To check the acetylation levels at the positions harbouring HERV-loci and assess their variation after the treatment with HDACis (Vorinostat, romidepsin), the univocal genomic coordinates of about 3280 HERV-loci have been compared with the position of the H3AcK9 peaks identified by ChIP-seq analysis. The first analysis confirmed that HDACis are able to modulate the acetylation of repetitive elements, including HERV sequences. Subsequently, we considered only the differential peaks (diffpeaks), i.e. the peaks showing significant variation after the treatment with vorinostat and/or romidepsin. Interestingly, even if more than half of HERV-loci co-localised with acetylation peaks after HDACi treatment, only a minority of them (0.9 to 1.9%) co-localised with diffpeaks, showing mostly a reduction in their acetylation levels. Diffpeaks co-localised HERV-loci could be classified into 24 HERV groups and included the ERV-V2 locus. We focused then on the 11 HERV-loci which co-localised with diffpeaks showing an increase in acetylation levels, hence indicating an increased transcriptional activation after HDACi treatment. Remarkably, diffpeaks corresponding to the ERV-V2 locus were identified in all samples and were the most significantly upregulated in both vorinostat and romidepsin treatment.
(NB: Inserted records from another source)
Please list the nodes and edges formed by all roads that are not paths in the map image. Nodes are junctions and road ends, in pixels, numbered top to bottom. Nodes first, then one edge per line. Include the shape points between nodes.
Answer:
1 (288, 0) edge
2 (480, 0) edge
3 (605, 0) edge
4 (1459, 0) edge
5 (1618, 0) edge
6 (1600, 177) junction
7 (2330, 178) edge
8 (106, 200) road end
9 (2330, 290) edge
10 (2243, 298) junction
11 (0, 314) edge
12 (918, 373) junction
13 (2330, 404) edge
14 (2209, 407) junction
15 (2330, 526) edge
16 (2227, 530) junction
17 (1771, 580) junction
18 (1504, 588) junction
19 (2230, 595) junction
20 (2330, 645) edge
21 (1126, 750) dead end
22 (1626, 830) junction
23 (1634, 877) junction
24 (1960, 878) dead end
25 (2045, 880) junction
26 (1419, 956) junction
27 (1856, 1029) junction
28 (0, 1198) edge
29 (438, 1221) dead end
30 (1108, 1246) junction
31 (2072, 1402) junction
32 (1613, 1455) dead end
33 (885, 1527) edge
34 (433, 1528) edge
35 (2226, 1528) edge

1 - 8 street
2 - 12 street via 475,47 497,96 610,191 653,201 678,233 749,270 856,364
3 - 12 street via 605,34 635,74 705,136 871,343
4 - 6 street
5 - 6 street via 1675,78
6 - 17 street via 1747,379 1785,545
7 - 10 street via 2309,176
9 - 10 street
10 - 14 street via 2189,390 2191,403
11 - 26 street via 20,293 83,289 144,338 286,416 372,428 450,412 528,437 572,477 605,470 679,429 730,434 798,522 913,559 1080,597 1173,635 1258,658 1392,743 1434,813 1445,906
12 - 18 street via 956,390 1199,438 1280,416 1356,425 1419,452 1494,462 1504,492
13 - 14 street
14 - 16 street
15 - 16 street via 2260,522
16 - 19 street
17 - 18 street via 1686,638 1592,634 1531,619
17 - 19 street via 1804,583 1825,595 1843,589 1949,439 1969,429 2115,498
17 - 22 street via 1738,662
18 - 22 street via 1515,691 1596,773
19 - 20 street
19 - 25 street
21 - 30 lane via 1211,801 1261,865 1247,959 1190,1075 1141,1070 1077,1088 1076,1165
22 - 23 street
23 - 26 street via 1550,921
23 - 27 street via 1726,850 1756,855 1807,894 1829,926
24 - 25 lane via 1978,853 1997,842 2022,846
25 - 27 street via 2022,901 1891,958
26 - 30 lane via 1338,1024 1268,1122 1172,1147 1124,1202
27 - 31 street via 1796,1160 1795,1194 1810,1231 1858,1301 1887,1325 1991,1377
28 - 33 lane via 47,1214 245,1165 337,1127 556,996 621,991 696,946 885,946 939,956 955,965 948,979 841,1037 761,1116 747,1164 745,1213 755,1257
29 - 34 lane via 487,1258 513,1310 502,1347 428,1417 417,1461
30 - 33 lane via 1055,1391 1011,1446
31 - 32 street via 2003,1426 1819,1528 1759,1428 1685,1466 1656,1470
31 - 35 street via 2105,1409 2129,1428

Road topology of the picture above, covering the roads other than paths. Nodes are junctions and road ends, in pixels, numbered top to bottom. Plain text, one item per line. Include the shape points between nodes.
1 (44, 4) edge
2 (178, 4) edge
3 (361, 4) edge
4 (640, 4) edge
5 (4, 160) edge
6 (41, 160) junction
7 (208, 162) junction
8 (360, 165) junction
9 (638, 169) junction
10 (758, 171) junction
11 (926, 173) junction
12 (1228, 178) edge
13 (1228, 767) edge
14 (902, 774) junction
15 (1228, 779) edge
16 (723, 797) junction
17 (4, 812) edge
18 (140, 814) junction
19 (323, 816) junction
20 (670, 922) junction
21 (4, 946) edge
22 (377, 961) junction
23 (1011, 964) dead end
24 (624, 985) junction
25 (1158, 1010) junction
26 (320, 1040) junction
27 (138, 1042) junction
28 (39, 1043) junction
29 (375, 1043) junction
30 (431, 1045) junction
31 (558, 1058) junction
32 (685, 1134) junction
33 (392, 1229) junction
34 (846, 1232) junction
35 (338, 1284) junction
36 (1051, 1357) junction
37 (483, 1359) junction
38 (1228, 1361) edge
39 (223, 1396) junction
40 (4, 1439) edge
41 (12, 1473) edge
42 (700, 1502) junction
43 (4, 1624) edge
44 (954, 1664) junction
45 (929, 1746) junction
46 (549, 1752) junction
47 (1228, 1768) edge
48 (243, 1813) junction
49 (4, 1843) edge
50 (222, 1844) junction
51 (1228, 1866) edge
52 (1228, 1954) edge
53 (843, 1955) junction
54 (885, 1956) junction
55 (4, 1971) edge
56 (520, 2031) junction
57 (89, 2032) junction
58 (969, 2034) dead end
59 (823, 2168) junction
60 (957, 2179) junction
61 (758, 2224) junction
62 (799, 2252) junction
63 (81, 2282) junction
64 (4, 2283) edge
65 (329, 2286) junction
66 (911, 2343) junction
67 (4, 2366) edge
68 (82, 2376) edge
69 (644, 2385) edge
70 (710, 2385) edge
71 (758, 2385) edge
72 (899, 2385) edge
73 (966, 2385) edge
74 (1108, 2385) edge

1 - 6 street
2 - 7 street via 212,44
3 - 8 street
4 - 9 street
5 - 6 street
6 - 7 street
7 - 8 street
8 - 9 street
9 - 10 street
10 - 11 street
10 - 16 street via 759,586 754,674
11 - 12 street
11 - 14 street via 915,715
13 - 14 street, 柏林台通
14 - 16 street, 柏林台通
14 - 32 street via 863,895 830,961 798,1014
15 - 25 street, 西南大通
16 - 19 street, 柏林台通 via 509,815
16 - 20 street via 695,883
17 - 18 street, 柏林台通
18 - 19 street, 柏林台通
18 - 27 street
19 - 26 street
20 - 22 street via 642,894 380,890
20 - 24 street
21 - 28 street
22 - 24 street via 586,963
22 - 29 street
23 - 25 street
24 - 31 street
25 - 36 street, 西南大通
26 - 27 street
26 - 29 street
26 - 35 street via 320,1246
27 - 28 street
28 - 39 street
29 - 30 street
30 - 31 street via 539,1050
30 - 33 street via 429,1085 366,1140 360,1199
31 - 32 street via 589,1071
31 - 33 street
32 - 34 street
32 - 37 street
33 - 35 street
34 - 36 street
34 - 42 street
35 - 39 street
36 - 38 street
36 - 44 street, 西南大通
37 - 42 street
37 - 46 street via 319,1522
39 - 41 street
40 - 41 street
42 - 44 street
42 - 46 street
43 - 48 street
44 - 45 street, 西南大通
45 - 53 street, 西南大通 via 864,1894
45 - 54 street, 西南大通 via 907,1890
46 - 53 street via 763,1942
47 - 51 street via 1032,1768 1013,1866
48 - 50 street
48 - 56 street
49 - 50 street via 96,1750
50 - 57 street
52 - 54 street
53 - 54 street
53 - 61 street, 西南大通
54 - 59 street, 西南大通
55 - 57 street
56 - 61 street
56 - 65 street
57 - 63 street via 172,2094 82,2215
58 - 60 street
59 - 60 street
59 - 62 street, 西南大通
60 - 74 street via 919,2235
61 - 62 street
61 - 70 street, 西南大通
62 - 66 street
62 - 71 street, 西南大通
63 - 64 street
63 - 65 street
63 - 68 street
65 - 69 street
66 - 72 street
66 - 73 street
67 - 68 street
This was in part confirmed by ChIP-qPCR in different OC cells. Beside ERV-V2, only the HML8 sequence at locus 2q11,2 showed increased acetylation levels in all treated samples, independent from the HDACis used, but having lower statistical significance. The analysis revealed that the treatment with HDACis did not only account for the significant increase of ERV-V2 acetylation, but also led to the shift and concentration of acetylation peaks at the 5’ region of the HERV provirus. This observation allows us to hypothesize that HDACi treatment could not only increase ERV-V2 transcriptional activation, but also modify its pattern of expression, and eventually leading to alternative splicing. SKOV3 wt cells were treated with HDACis romidepsin and vorinostat. After 24 h chromatin immunoprecipitation was performed. The harvested DNA was ChIP sequenced and analyzed. *** Submitter declares raw data are unavailable.